[TASK DESCRIPTION]: For each line of the listing, output an exact copy.

[DATA]:
####################

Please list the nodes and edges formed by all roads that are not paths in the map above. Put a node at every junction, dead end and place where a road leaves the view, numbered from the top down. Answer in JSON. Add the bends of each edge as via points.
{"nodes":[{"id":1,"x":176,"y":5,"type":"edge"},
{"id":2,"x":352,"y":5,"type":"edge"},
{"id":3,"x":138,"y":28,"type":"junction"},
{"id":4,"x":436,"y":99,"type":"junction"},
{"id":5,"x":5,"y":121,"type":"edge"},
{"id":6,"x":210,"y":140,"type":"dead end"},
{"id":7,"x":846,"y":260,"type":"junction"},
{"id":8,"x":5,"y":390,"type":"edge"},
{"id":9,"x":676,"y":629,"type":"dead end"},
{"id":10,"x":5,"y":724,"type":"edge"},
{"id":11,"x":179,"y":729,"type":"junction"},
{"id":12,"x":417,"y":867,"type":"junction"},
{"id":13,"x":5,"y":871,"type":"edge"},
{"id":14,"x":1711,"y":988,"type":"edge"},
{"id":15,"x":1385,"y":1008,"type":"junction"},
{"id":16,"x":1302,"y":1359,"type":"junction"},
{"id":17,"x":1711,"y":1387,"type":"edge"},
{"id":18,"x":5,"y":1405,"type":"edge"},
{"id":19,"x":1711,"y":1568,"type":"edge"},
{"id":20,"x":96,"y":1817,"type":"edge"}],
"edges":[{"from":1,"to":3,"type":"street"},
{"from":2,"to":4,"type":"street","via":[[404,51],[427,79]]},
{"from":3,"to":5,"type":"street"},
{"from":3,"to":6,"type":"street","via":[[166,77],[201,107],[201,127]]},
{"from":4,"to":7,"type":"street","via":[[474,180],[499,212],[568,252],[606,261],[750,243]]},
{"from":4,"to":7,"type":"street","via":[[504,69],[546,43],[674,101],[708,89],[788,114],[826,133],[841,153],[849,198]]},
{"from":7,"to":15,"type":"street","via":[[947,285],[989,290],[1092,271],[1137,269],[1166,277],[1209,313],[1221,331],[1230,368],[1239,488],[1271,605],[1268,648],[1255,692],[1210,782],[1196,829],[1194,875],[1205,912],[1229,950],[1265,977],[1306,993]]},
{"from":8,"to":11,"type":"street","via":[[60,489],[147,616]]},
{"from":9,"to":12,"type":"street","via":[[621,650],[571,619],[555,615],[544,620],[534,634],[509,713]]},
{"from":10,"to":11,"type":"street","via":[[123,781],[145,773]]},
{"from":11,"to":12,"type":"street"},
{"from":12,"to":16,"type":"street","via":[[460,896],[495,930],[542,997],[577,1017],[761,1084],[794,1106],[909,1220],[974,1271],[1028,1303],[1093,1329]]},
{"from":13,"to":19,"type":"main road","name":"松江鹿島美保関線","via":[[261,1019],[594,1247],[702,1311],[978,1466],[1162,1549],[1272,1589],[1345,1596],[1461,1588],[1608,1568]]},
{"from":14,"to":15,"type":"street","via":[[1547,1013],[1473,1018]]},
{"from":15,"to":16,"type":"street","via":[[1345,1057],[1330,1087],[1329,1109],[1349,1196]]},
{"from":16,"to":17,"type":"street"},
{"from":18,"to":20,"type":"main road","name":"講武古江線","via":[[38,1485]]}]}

####################

[FINAL ANSWER]:
Please list the nodes and edges formed by all roads that are not paths in the map above. Put a node at every junction, dead end and place where a road leaves the view, numbered from the top down. Answer in JSON. Add the bends of each edge as via points.
{"nodes":[{"id":1,"x":176,"y":5,"type":"edge"},
{"id":2,"x":352,"y":5,"type":"edge"},
{"id":3,"x":138,"y":28,"type":"junction"},
{"id":4,"x":436,"y":99,"type":"junction"},
{"id":5,"x":5,"y":121,"type":"edge"},
{"id":6,"x":210,"y":140,"type":"dead end"},
{"id":7,"x":846,"y":260,"type":"junction"},
{"id":8,"x":5,"y":390,"type":"edge"},
{"id":9,"x":676,"y":629,"type":"dead end"},
{"id":10,"x":5,"y":724,"type":"edge"},
{"id":11,"x":179,"y":729,"type":"junction"},
{"id":12,"x":417,"y":867,"type":"junction"},
{"id":13,"x":5,"y":871,"type":"edge"},
{"id":14,"x":1711,"y":988,"type":"edge"},
{"id":15,"x":1385,"y":1008,"type":"junction"},
{"id":16,"x":1302,"y":1359,"type":"junction"},
{"id":17,"x":1711,"y":1387,"type":"edge"},
{"id":18,"x":5,"y":1405,"type":"edge"},
{"id":19,"x":1711,"y":1568,"type":"edge"},
{"id":20,"x":96,"y":1817,"type":"edge"}],
"edges":[{"from":1,"to":3,"type":"street"},
{"from":2,"to":4,"type":"street","via":[[404,51],[427,79]]},
{"from":3,"to":5,"type":"street"},
{"from":3,"to":6,"type":"street","via":[[166,77],[201,107],[201,127]]},
{"from":4,"to":7,"type":"street","via":[[474,180],[499,212],[568,252],[606,261],[750,243]]},
{"from":4,"to":7,"type":"street","via":[[504,69],[546,43],[674,101],[708,89],[788,114],[826,133],[841,153],[849,198]]},
{"from":7,"to":15,"type":"street","via":[[947,285],[989,290],[1092,271],[1137,269],[1166,277],[1209,313],[1221,331],[1230,368],[1239,488],[1271,605],[1268,648],[1255,692],[1210,782],[1196,829],[1194,875],[1205,912],[1229,950],[1265,977],[1306,993]]},
{"from":8,"to":11,"type":"street","via":[[60,489],[147,616]]},
{"from":9,"to":12,"type":"street","via":[[621,650],[571,619],[555,615],[544,620],[534,634],[509,713]]},
{"from":10,"to":11,"type":"street","via":[[123,781],[145,773]]},
{"from":11,"to":12,"type":"street"},
{"from":12,"to":16,"type":"street","via":[[460,896],[495,930],[542,997],[577,1017],[761,1084],[794,1106],[909,1220],[974,1271],[1028,1303],[1093,1329]]},
{"from":13,"to":19,"type":"main road","name":"松江鹿島美保関線","via":[[261,1019],[594,1247],[702,1311],[978,1466],[1162,1549],[1272,1589],[1345,1596],[1461,1588],[1608,1568]]},
{"from":14,"to":15,"type":"street","via":[[1547,1013],[1473,1018]]},
{"from":15,"to":16,"type":"street","via":[[1345,1057],[1330,1087],[1329,1109],[1349,1196]]},
{"from":16,"to":17,"type":"street"},
{"from":18,"to":20,"type":"main road","name":"講武古江線","via":[[38,1485]]}]}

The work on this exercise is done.